● What is needed
Pull out every line below that contains the word "lane".

● Input data

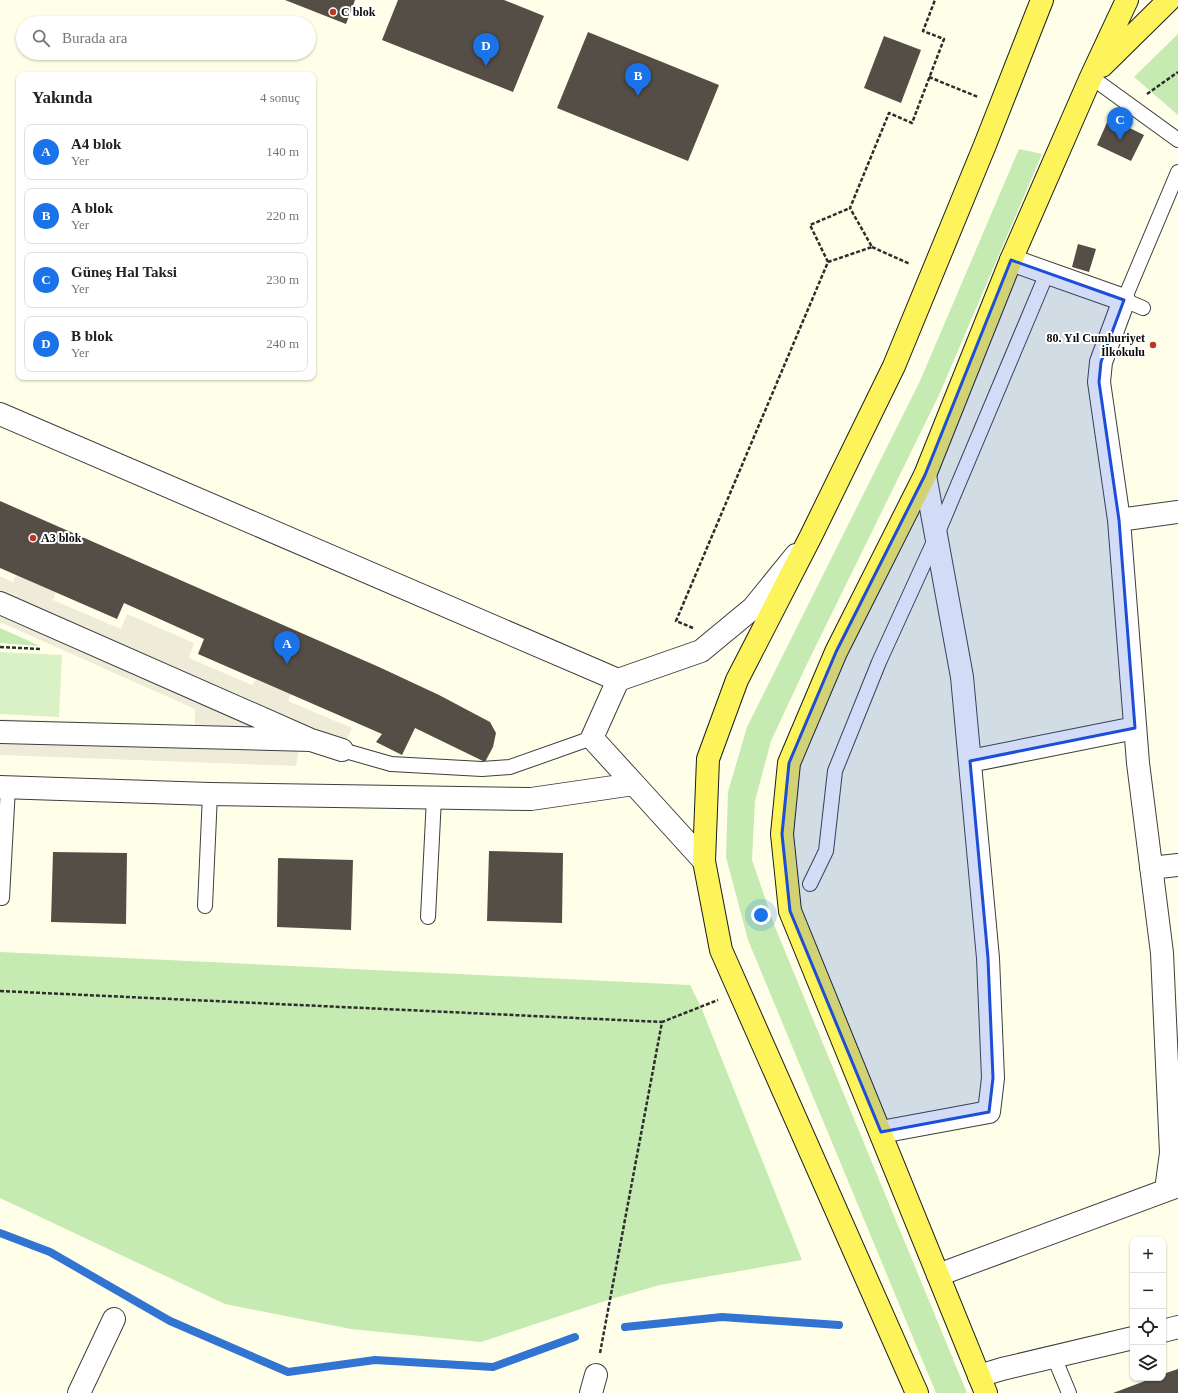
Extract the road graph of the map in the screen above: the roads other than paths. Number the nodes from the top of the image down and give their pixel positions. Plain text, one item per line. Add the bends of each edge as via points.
1 (1042, 0) edge
2 (1127, 0) edge
3 (1169, 0) edge
4 (1091, 77) junction
5 (1178, 140) edge
6 (1178, 172) edge
7 (1011, 260) junction
8 (1047, 273) junction
9 (1133, 304) junction
10 (0, 414) edge
11 (925, 475) junction
12 (1178, 512) edge
13 (1119, 520) junction
14 (811, 536) junction
15 (936, 537) junction
16 (0, 603) edge
17 (618, 680) junction
18 (1135, 728) junction
19 (0, 732) edge
20 (592, 738) junction
21 (311, 740) junction
22 (342, 750) joint
23 (970, 761) junction
24 (634, 784) junction
25 (4, 787) edge
26 (210, 794) junction
27 (434, 798) junction
28 (704, 861) junction
29 (1178, 865) edge
30 (1151, 868) junction
31 (810, 884) dead end
32 (2, 898) dead end
33 (205, 906) dead end
34 (428, 917) dead end
35 (881, 1132) junction
36 (1172, 1188) edge
37 (938, 1275) junction
38 (114, 1319) dead end
39 (1178, 1327) edge
40 (1166, 1330) edge
41 (1130, 1339) edge
42 (1054, 1357) junction
43 (982, 1384) edge
44 (79, 1393) edge
45 (917, 1393) edge
46 (1069, 1393) edge

1 - 14 main road via 894,366
2 - 4 main road
3 - 4 main road
4 - 5 lane
4 - 7 main road
6 - 9 lane
7 - 8 street
7 - 11 main road
8 - 9 street
8 - 15 lane
9 - 13 street via 1101,362 1099,382
10 - 17 street
11 - 15 street
11 - 35 main road via 836,652 789,763 782,834 790,912
12 - 13 street
13 - 18 street
14 - 17 street via 753,608 701,651
14 - 28 main road via 737,680 708,759
15 - 23 street via 962,677
15 - 31 lane via 879,662 835,771 826,851
16 - 21 street
17 - 20 street
18 - 23 street
18 - 30 street
19 - 21 street
20 - 22 lane via 510,767 482,769 392,764
20 - 24 street
21 - 22 street
23 - 35 street via 988,958 992,1078 989,1112
24 - 27 street via 532,799
24 - 28 street
25 - 26 street
25 - 32 lane
26 - 27 street
26 - 33 lane
27 - 34 lane
28 - 45 main road via 721,950
29 - 30 street
30 - 36 street via 1162,953
35 - 37 main road
36 - 37 street
37 - 43 main road
38 - 44 street
39 - 40 street
41 - 42 street
42 - 43 street
42 - 46 lane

● Answer section
4 - 5 lane
6 - 9 lane
8 - 15 lane
15 - 31 lane via 879,662 835,771 826,851
20 - 22 lane via 510,767 482,769 392,764
25 - 32 lane
26 - 33 lane
27 - 34 lane
42 - 46 lane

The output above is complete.